WeWork has drawn the attention of the US Securities and Exchange Commission after its failed attempt to go public, Bloomberg’s Matt Robinson, Robert Schmidt, and Ellen Huet first reported Friday.
The office-sharing startup is facing federal scrutiny of its business and its disclosures to investors in the weeks leading up to its attempted IPO, Bloomberg reported, citing people familiar with the matter.
Bloomberg reports that the SEC inquiry is preliminary, and that it may not lead to any allegations of wrongdoing. It also notes the SEC has been known to “kick the tires” of embattled companies in the public eye.
WeWork cancelled its planned IPO in late September shortly after ousting its chief executive, Adam Neumann, amid concerns from investors that the business wasn’t as profitable as it initially claimed and that Neumann’s controversial leadership style was putting the company’s future in peril.
WeWork was once privately valued at $US47 billion, but that number has since fallen to a fraction of that, leading the company to negotiate a rescue deal with SoftBank that gave the investor control of the startup.
According to Bloomberg, WeWork has retained Wall Street lawyer and former SEC enforcer Andrew Ceresney as it faces scrutiny from the SEC.
Spokespeople for WeWork and the SEC both declined to comment.

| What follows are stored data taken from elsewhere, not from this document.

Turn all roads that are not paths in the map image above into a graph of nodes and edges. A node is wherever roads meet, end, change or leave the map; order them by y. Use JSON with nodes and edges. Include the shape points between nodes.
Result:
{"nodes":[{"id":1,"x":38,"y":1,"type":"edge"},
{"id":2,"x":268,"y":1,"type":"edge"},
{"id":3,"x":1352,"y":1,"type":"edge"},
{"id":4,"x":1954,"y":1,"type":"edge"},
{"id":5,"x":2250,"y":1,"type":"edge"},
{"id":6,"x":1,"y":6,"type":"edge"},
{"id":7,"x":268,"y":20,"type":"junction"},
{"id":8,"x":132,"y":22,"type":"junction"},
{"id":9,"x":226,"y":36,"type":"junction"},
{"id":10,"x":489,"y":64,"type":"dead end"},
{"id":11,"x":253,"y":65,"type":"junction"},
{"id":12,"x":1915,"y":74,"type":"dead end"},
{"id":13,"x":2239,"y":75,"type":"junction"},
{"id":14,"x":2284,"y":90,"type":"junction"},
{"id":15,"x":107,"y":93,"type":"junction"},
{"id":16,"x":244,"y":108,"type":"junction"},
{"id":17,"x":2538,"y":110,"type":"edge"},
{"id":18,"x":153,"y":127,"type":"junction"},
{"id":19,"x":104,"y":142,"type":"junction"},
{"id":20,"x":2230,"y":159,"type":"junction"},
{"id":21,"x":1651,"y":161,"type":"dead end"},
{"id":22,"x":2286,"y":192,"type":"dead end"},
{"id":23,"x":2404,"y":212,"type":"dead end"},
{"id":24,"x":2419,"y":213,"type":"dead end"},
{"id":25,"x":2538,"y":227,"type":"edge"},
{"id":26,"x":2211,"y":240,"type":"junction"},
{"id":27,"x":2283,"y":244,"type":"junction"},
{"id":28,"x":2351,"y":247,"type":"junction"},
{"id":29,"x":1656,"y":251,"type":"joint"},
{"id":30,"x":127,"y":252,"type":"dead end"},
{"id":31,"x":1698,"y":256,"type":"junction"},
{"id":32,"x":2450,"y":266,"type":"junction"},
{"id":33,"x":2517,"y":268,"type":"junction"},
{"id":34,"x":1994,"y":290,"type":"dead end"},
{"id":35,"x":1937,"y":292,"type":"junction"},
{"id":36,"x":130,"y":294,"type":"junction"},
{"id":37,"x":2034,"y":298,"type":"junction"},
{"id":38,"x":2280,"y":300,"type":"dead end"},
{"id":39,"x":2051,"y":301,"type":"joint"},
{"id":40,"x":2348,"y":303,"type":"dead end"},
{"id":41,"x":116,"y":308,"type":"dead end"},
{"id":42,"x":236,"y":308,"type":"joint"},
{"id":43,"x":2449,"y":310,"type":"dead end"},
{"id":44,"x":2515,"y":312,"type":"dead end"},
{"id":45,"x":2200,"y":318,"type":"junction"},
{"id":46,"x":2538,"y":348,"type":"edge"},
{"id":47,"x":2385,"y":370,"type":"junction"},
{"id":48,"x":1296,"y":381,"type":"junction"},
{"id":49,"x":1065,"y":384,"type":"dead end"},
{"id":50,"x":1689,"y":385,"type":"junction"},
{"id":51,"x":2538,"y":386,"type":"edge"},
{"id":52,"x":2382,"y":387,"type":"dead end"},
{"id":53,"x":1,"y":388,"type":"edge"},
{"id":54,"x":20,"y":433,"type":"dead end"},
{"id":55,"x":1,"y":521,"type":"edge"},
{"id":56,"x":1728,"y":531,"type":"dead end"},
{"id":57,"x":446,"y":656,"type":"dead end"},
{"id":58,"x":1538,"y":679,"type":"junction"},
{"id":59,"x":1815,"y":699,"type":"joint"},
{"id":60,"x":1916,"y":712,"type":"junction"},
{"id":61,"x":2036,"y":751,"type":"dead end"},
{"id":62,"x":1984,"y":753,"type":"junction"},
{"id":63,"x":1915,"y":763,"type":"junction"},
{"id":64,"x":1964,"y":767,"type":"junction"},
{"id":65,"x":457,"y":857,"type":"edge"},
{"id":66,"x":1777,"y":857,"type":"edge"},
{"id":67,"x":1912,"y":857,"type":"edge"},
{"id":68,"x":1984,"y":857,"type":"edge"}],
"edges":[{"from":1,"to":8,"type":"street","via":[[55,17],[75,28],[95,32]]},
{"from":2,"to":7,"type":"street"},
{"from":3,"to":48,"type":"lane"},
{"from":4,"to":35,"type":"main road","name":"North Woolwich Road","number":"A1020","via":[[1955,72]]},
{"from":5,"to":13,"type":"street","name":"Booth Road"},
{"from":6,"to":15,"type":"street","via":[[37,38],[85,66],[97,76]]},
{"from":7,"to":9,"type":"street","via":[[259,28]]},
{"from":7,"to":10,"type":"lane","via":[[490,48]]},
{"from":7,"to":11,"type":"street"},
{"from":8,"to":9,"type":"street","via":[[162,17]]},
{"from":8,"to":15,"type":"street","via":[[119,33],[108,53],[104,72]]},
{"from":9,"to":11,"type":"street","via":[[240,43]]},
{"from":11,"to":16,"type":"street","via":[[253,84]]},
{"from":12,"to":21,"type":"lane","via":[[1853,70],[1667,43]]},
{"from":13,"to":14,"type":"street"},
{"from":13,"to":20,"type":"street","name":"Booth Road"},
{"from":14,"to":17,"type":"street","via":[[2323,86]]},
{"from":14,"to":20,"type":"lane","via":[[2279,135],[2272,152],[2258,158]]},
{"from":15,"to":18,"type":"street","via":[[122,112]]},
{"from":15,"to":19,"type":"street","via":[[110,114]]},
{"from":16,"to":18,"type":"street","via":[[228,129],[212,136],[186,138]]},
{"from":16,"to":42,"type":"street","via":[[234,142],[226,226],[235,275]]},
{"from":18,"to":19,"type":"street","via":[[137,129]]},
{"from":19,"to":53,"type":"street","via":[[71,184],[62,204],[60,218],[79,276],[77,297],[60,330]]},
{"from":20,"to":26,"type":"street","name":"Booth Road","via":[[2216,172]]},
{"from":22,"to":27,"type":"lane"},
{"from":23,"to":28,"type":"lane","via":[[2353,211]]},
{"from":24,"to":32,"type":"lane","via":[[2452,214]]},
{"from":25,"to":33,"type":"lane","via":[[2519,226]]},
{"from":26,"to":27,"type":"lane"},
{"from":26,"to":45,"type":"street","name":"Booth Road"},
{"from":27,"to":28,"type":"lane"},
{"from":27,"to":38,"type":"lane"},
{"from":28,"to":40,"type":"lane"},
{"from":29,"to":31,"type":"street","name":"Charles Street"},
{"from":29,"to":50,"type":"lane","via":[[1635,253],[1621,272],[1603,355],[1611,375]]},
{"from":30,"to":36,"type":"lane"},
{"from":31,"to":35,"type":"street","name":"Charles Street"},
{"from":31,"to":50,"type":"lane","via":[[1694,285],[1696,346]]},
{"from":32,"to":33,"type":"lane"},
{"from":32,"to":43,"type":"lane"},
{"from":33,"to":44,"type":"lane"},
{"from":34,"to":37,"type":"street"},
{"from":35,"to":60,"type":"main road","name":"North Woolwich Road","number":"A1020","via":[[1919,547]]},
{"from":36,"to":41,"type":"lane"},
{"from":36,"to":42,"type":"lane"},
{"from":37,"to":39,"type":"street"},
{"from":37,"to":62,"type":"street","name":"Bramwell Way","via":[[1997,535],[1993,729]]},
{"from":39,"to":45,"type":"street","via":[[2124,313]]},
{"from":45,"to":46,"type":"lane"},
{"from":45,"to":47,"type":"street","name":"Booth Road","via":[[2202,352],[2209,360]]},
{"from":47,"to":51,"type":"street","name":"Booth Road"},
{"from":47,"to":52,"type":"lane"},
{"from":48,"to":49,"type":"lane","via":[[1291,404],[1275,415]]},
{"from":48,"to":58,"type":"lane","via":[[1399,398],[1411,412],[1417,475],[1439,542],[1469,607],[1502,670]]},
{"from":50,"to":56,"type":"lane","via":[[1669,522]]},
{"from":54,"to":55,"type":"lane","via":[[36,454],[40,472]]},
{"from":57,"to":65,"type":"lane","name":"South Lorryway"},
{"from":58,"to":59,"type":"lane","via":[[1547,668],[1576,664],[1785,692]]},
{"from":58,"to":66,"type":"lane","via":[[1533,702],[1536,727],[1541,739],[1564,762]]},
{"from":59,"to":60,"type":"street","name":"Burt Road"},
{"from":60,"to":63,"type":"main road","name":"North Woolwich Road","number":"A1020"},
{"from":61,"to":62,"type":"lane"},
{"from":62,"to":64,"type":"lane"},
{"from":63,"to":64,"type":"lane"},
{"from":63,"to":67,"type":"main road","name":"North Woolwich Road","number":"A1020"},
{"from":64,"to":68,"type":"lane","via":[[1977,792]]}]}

A spokesperson for Ceresney’s law firm, Debevoise & Plimpton, was not immediately available to comment.
SoftBank has installed Marcelo Claure as WeWork’s new chairman, who will oversee the company along with its two co-CEOs, Sebastian Gunningham and Artie Minson, who replaced Neumann. The company is reportedly seeking a high-profile permanent CEO. Among the candidates being considered is T-Mobile CEO John Legere, according to The Wall Street Journal. CNBC has since reported that Legere is not the leading candidate, citing a source familiar with the matter.
WeWork lost $US1.3 billion in the third quarter as it was trying to go public, according to an earning presentation viewed by Business Insider. The losses are reflective of Neumann’s growth-heavy strategy. WeWork would reportedly have run out of money by mid-November if not for a $US9.5 billion bailout from Softbank.